Чем дальше, тем больше уходил он в "свою сторону". Или жизнь уходила у него из-под ног, а он, сам почти не замечая, тихо "свертывался" внутрь. Мы как-то о современности уж и не говорили, а все о прошлом: о недавней литературе, о недавней Маделене...

Судьба продолжала быть к нему суровой. Мало знаю о деловой его жизни в этот период, но, кажется, он сам стал уклоняться от дел: адвокатура уже не захватывала его, не было прежней нервной энергии. Домашняя жизнь не грела, семья расползлась... Наконец, после длительной болезни и смерти жены, овсем ослабел, совсем "свернулся внутрь".
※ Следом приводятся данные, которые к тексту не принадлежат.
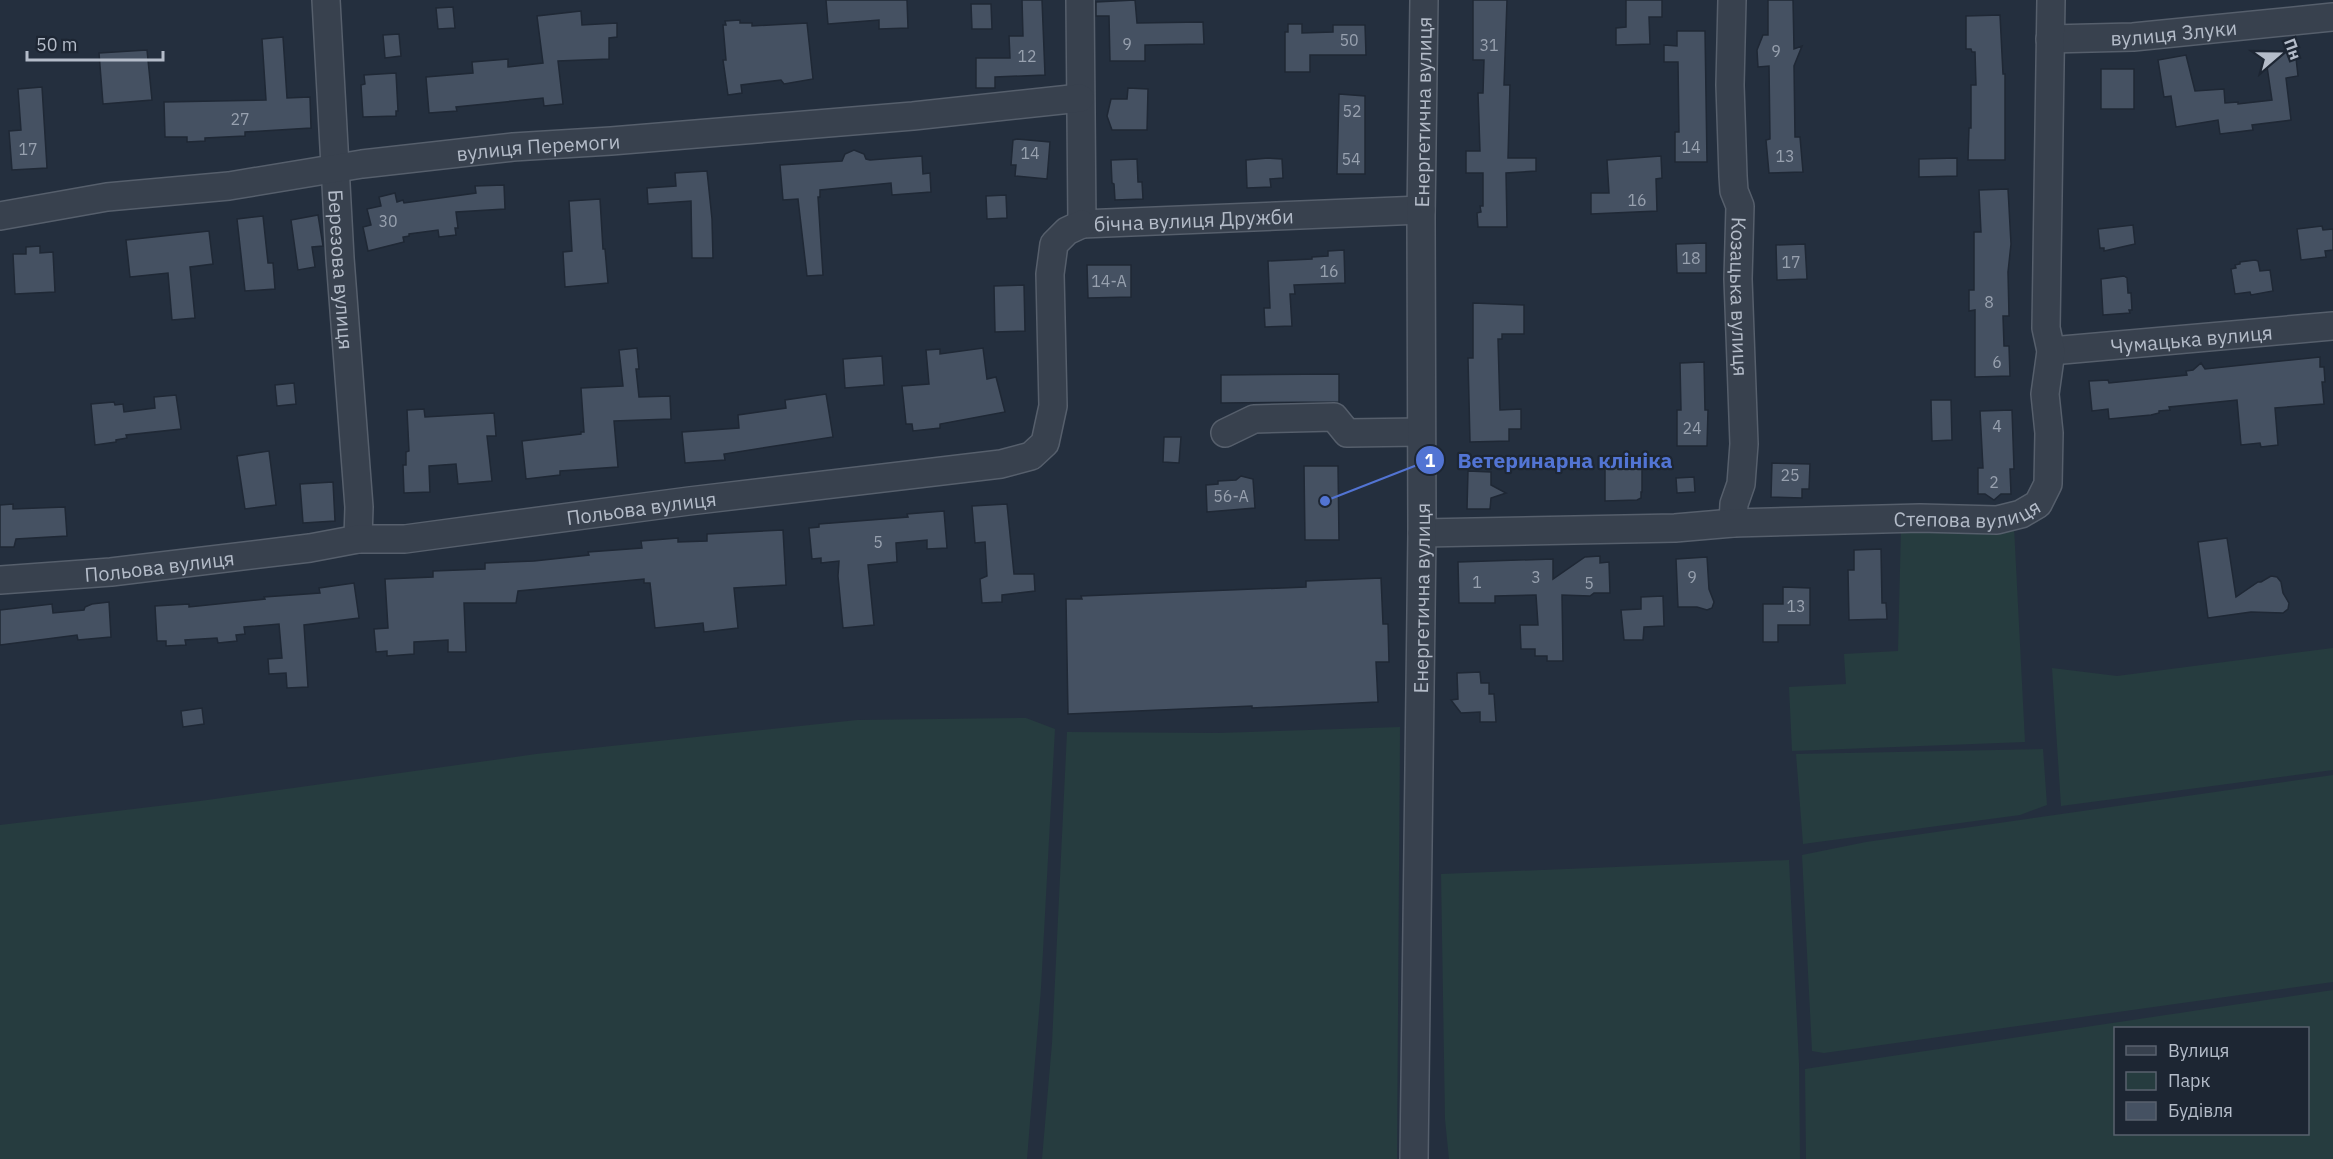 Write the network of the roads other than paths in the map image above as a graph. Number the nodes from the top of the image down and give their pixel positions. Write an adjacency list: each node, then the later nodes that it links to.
1 (326, 0): 9 (street, Березова вулиця)
2 (1080, 0): 8 (street, бічна вулиця Дружби)
3 (1424, 0): 10 (street, Енергетична вулиця)
4 (1732, 0): 17 (street, Козацька вулиця)
5 (2050, 0): 7 (street, Степова вулиця)
6 (2333, 17): 7 (street, вулиця Злуки)
7 (2050, 39): 14 (street, Степова вулиця)
8 (1080, 98): 9 (street, вулиця Перемоги); 12 (street, бічна вулиця Дружби)
9 (337, 168): 11 (street, вулиця Перемоги); 19 (street, Березова вулиця)
10 (1421, 210): 12 (street, бічна вулиця Дружби); 15 (street, Енергетична вулиця)
11 (0, 216)
12 (1082, 224): 19 (street, Польова вулиця)
13 (2333, 326): 14 (street, Чумацька вулиця)
14 (2051, 351): 17 (street, Степова вулиця)
15 (1422, 432): 16 (street); 18 (street, Енергетична вулиця)
16 (1225, 433)
17 (1733, 523): 18 (street, Степова вулиця)
18 (1422, 533): 21 (street, Енергетична вулиця)
19 (358, 539): 20 (street, Польова вулиця)
20 (0, 580)
21 (1414, 1159)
Но ему хотелось еще быть, для меня и для себя, прежним Андреевским, баловником, остроумным капризником. Еще приходил ко мне "на 17 минут" (после долгих переговоров по телефону). Побелевший, немного ссутулившийся, но изящный, выбритый, в том же pince-nez на черном шнурке, садился в непривычное кресло... нет! было уютнее в старом, милом доме Мурузи, веселее там говорилось о себе... Сделался болтлив; уж не рассказывал, а болтал. Вдруг, с житейского, перескочит на "религию": упрямо повторяет то же самое, стараясь его лучше, или "красивее", выразить... Плохо удавалось. Не удалась ему и в "Книге" последняя часть, так и озаглавленная "Религия". Вслух он мне ее никогда не читал.

8

Весенний, солнечный день. Ласковый, тепло-жаркий, -- такие бывают в Петербурге. Деревья пушистые, чуть-чуть. Мы условились с Андреевским: я сегодня пойду к нему.

Какая это весна? Какого года? Я твердо знаю, что 1918, но чем больше стараюсь восстановить в памяти это свиданье, тем больше сомневаюсь. Вопреки очевидностям, гадаю: а вдруг был 16-й год? Или 14-й?

Дело в том, что наше свиданье было совершенно вне времени, почти вне пространства. Такое точно могло быть в любом году: большевицком, военном и довоенном, одинаково.